American Samoa Cable
operator welcomes a waiver


AMERICAN Samoa Cable has obtained a temporary waiver of federal requirements that it install Emergency Alert System equipment.

The EAS, used by broadcast and cable companies to notify the public in the event of emergencies, replaced the Emergency Broadcast System several years ago.

The Federal Communications Commission granted the waiver Feb. 9, some two years after the cable company's initial request.

The cable company noted that in American Samoa there are no sources transmitting EAS signals, (as Civil Defense does in Hawaii), and that the only real-time video source available to the company is not local in origin, it is beamed in via satellite. Besides, the beamed streams are of taped, not live programming.

On its face the waiver seems to be a worry, with Hurricane Heta's hellish wrath still fresh in many islanders' minds.

However, Hawaii resident Gus Hannemann, liaison for the senate of American Samoa for state, federal and territorial affairs, was relieved to hear about the waiver.

He was a leader in relief efforts following the January hurricane and said the mandated EAS is unnecessary. Also its cost, if passed along, would be burdensome to the cable company's 3,000 subscribers, he said.
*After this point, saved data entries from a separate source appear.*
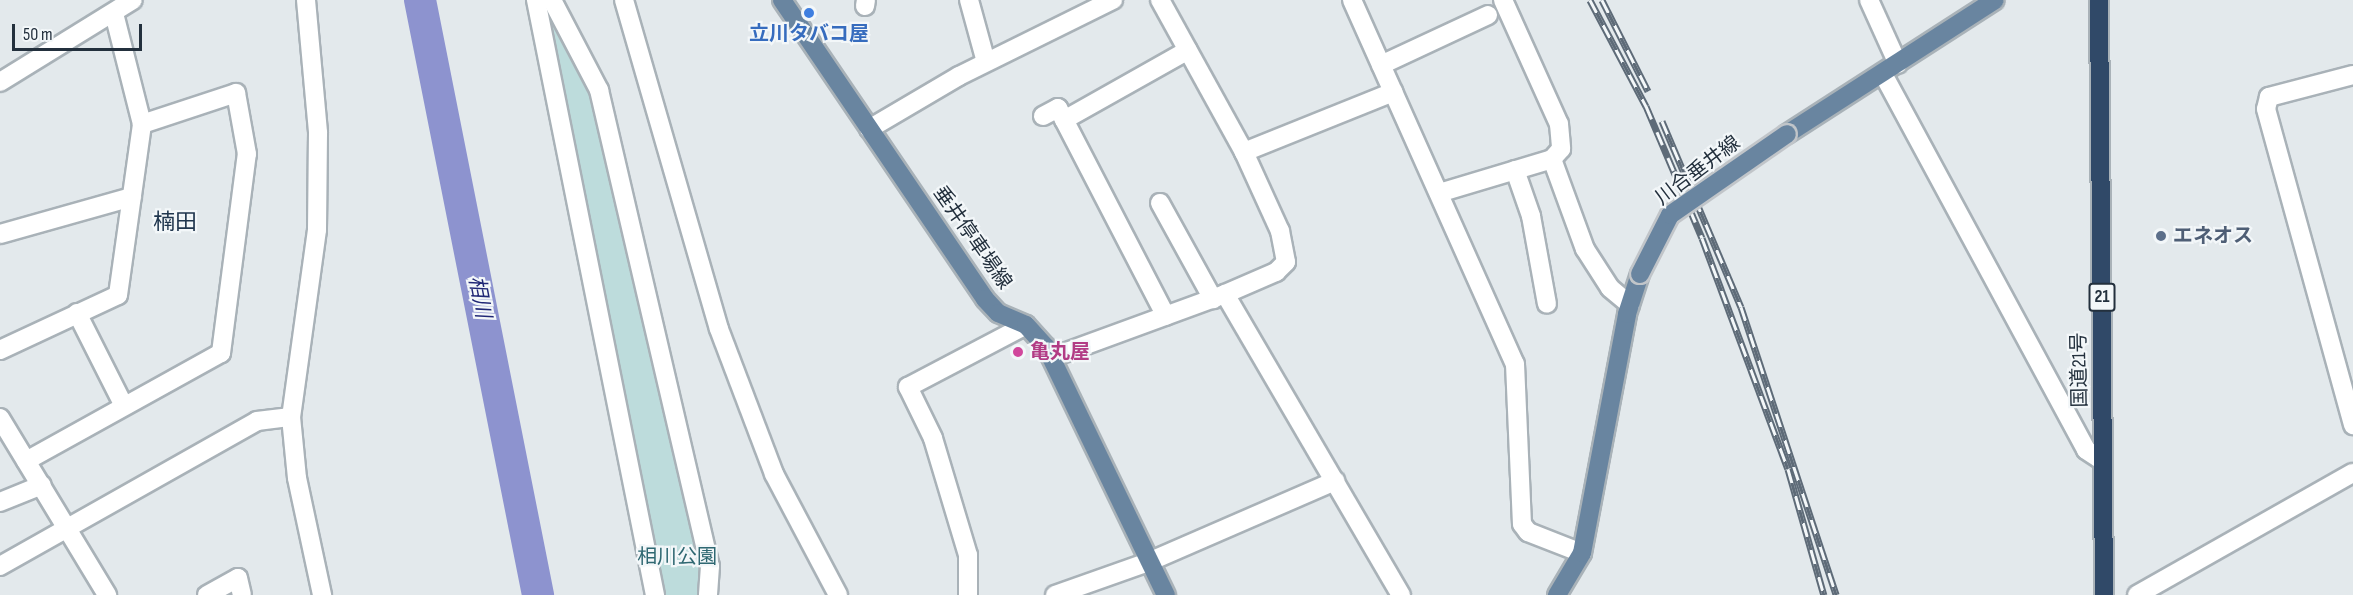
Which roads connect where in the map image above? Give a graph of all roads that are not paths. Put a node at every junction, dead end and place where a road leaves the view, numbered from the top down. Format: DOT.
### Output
graph roads {
  1 [pos="133,0"];
  2 [pos="306,0"];
  3 [pos="536,0"];
  4 [pos="552,0"];
  5 [pos="624,0"];
  6 [pos="782,0"];
  7 [pos="969,0"];
  8 [pos="1113,0"];
  9 [pos="1160,0"];
  10 [pos="1352,0"];
  11 [pos="1503,0"];
  12 [pos="1869,0"];
  13 [pos="1995,0"];
  14 [pos="2099,0"];
  15 [pos="114,13"];
  16 [pos="1488,15"];
  17 [pos="1188,50"];
  18 [pos="986,62"];
  19 [pos="1898,64"];
  20 [pos="1381,65"];
  21 [pos="1882,74"];
  22 [pos="2353,75"];
  23 [pos="0,82"];
  24 [pos="1393,92"];
  25 [pos="1043,116"];
  26 [pos="1064,120"];
  27 [pos="142,124"];
  28 [pos="869,129"];
  29 [pos="1244,152"];
  30 [pos="1552,159"];
  31 [pos="1515,170"];
  32 [pos="1439,194"];
  33 [pos="132,197"];
  34 [pos="1160,203"];
  35 [pos="0,234"];
  36 [pos="1219,296"];
  37 [pos="1547,304"];
  38 [pos="1630,305"];
  39 [pos="77,313"];
  40 [pos="1166,316"];
  41 [pos="1026,325"];
  42 [pos="0,350"];
  43 [pos="1053,357"];
  44 [pos="123,404"];
  45 [pos="291,417"];
  46 [pos="0,418"];
  47 [pos="2353,425"];
  48 [pos="26,461"];
  49 [pos="2103,461"];
  50 [pos="2353,473"];
  51 [pos="1335,481"];
  52 [pos="42,485"];
  53 [pos="0,502"];
  54 [pos="68,527"];
  55 [pos="1582,553"];
  56 [pos="1151,561"];
  57 [pos="0,566"];
  58 [pos="107,595"];
  59 [pos="207,595"];
  60 [pos="242,595"];
  61 [pos="322,595"];
  62 [pos="655,595"];
  63 [pos="708,595"];
  64 [pos="838,595"];
  65 [pos="968,595"];
  66 [pos="1054,595"];
  67 [pos="1166,595"];
  68 [pos="1401,595"];
  69 [pos="1557,595"];
  70 [pos="2104,595"];
  71 [pos="2137,595"];
  1 -- 15 [label="street"];
  2 -- 45 [label="street"];
  3 -- 62 [label="street"];
  4 -- 63 [label="street"];
  5 -- 64 [label="street"];
  6 -- 28 [label="main road, 垂井停車場線"];
  7 -- 18 [label="street"];
  8 -- 18 [label="street"];
  9 -- 17 [label="street"];
  10 -- 20 [label="street"];
  11 -- 30 [label="street"];
  12 -- 19 [label="street"];
  13 -- 19 [label="main road, 川合垂井線"];
  14 -- 49 [label="highway, 国道21号 / 21"];
  15 -- 23 [label="street"];
  15 -- 27 [label="street"];
  16 -- 20 [label="street"];
  17 -- 26 [label="street"];
  17 -- 29 [label="street"];
  18 -- 28 [label="street"];
  19 -- 21 [label="main road, 川合垂井線"];
  20 -- 24 [label="street"];
  21 -- 38 [label="main road, 川合垂井線, bridge"];
  21 -- 49 [label="street"];
  22 -- 47 [label="street"];
  24 -- 29 [label="street"];
  24 -- 32 [label="street"];
  25 -- 26 [label="street"];
  26 -- 40 [label="street"];
  27 -- 33 [label="street"];
  27 -- 44 [label="street"];
  28 -- 41 [label="main road, 垂井停車場線"];
  29 -- 36 [label="street"];
  30 -- 31 [label="street"];
  30 -- 38 [label="street"];
  31 -- 32 [label="street"];
  31 -- 37 [label="street"];
  32 -- 55 [label="street"];
  33 -- 35 [label="street"];
  33 -- 39 [label="street"];
  34 -- 36 [label="street"];
  36 -- 40 [label="street"];
  36 -- 51 [label="street"];
  38 -- 55 [label="main road, 川合垂井線"];
  39 -- 42 [label="street"];
  39 -- 44 [label="street"];
  40 -- 43 [label="street"];
  41 -- 43 [label="main road, 垂井停車場線"];
  41 -- 65 [label="street"];
  43 -- 56 [label="main road, 垂井停車場線"];
  44 -- 48 [label="street"];
  45 -- 54 [label="street"];
  45 -- 61 [label="street"];
  46 -- 48 [label="street"];
  48 -- 52 [label="street"];
  49 -- 70 [label="highway, 国道21号 / 21"];
  50 -- 71 [label="street"];
  51 -- 56 [label="street"];
  51 -- 68 [label="street"];
  52 -- 53 [label="street"];
  52 -- 54 [label="street"];
  54 -- 57 [label="street"];
  54 -- 58 [label="street"];
  55 -- 69 [label="main road, 川合垂井線"];
  56 -- 66 [label="street"];
  56 -- 67 [label="main road, 垂井停車場線"];
  59 -- 60 [label="street"];
}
The cable company was required to submit financial statements to the FCC to prove that mandated installation would be a hardship.

It's not as if American Samoa is without emergency notification systems, said Hannemann.

There is a territorial emergency management office "and not only that, but we also have a very good weather bureau," he said. The National Oceanic and Atmospheric Administration provides information used by local broadcasters including the government-run KZVK-TV, "and then factor in the coconut wireless," Hannemann said.

"You cannot have something happen in any village in Samoa where word doesn't get around."

There is no perceived lack of communication, Hannemann said. "The cable channels now existent work with the government. It's already a good set-up," said Hannemann. The waiver does not specify an expiration date, as the commission noted that its EAS staff is working with the Federal Emergency Management Agency to establish an EAS program in the territory.

In Hawaii, Oceanic Time Warner Cable's participation in emergency notification of the public dates back to the 1970s, according to Mike Goodish, vice president of networking and technical quality.

As the state's only cable operator, "we have relationships through our franchise with the state where we tie into the Civil Defense site in Diamond Head and from that point we'll take the alert information," he said. Oceanic's fiber-optic link to the Civil Defense facility would enable the company to transmit, for instance, an emergency message from the governor, statewide.

Oceanic carries the weekly and monthly tests as well as the alert information on all its channels, he said. "We generate a text message that accompanies the audio on all the channels ... and we do that statewide," Goodish said.

Traditional television channels, like the network affiliates and KHET, also carry NOAA system tests and news alerts. And digital cable subscribers are able to monitor NOAA weather radio on channel 880. The broadcast carries alert messages in times of emergencies.




See the Columnists section for some past articles.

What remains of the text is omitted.